• RECORDS FOR THE TASK
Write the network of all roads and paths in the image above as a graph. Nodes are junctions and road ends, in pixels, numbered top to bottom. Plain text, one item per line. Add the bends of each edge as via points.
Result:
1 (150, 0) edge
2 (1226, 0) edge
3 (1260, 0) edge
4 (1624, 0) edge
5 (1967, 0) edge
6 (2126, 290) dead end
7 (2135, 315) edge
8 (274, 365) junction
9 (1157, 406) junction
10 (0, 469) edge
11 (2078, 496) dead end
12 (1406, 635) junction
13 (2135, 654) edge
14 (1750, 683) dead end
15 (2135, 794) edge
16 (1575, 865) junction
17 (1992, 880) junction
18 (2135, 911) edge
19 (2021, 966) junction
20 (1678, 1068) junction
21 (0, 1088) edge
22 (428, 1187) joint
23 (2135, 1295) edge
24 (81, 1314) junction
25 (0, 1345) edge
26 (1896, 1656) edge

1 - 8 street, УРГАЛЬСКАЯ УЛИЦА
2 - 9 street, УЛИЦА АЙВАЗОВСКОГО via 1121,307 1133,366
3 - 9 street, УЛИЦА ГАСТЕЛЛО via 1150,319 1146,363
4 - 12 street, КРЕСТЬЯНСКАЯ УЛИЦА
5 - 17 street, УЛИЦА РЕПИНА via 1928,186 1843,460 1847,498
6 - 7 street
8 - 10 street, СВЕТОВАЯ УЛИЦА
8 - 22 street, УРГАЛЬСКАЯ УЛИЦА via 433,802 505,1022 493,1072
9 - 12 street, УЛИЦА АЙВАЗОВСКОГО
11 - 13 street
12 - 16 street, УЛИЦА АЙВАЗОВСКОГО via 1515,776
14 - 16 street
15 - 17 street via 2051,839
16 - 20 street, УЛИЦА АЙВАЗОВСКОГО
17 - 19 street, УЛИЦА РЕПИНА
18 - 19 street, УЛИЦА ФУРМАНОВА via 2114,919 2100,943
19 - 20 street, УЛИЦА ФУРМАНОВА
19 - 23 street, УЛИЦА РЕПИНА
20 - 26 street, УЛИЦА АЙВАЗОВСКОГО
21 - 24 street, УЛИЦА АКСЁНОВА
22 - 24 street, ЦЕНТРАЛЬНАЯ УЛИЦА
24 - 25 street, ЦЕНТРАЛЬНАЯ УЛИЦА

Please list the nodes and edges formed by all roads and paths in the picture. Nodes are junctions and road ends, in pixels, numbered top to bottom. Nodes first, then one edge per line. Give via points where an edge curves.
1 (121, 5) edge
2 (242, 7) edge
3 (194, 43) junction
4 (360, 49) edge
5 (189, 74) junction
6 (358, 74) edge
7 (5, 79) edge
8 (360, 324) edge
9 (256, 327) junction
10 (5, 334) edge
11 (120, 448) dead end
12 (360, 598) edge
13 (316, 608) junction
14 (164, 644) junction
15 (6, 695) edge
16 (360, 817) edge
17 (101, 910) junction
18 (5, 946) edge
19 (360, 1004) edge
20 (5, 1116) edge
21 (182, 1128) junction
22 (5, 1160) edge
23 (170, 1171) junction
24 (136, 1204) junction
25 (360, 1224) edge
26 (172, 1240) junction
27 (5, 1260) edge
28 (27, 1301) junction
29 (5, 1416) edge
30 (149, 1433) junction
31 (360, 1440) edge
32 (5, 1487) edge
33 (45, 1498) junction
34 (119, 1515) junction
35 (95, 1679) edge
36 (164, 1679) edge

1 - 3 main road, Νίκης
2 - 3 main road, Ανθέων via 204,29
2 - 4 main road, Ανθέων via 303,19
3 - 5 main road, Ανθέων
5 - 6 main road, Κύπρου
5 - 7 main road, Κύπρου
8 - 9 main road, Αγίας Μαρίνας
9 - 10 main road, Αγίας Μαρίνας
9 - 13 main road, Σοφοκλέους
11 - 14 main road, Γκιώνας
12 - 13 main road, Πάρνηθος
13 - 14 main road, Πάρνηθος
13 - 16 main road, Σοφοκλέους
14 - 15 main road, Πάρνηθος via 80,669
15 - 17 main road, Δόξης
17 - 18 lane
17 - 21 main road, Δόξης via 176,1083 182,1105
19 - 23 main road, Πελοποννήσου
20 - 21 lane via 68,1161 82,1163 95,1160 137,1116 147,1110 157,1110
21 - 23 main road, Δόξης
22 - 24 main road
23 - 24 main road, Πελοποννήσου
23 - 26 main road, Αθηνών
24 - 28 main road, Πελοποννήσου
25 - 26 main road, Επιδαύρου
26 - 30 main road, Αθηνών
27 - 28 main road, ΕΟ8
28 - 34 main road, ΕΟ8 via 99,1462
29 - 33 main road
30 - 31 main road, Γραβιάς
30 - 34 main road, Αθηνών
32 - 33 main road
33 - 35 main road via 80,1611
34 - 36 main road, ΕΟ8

• EXERCISE GOAL
The job is to copy each line from the material above that holds the word "paths".

• RESULT OF THE TASK
Write the network of all roads and paths in the image above as a graph. Nodes are junctions and road ends, in pixels, numbered top to bottom. Plain text, one item per line. Add the bends of each edge as via points.
Please list the nodes and edges formed by all roads and paths in the picture. Nodes are junctions and road ends, in pixels, numbered top to bottom. Nodes first, then one edge per line. Give via points where an edge curves.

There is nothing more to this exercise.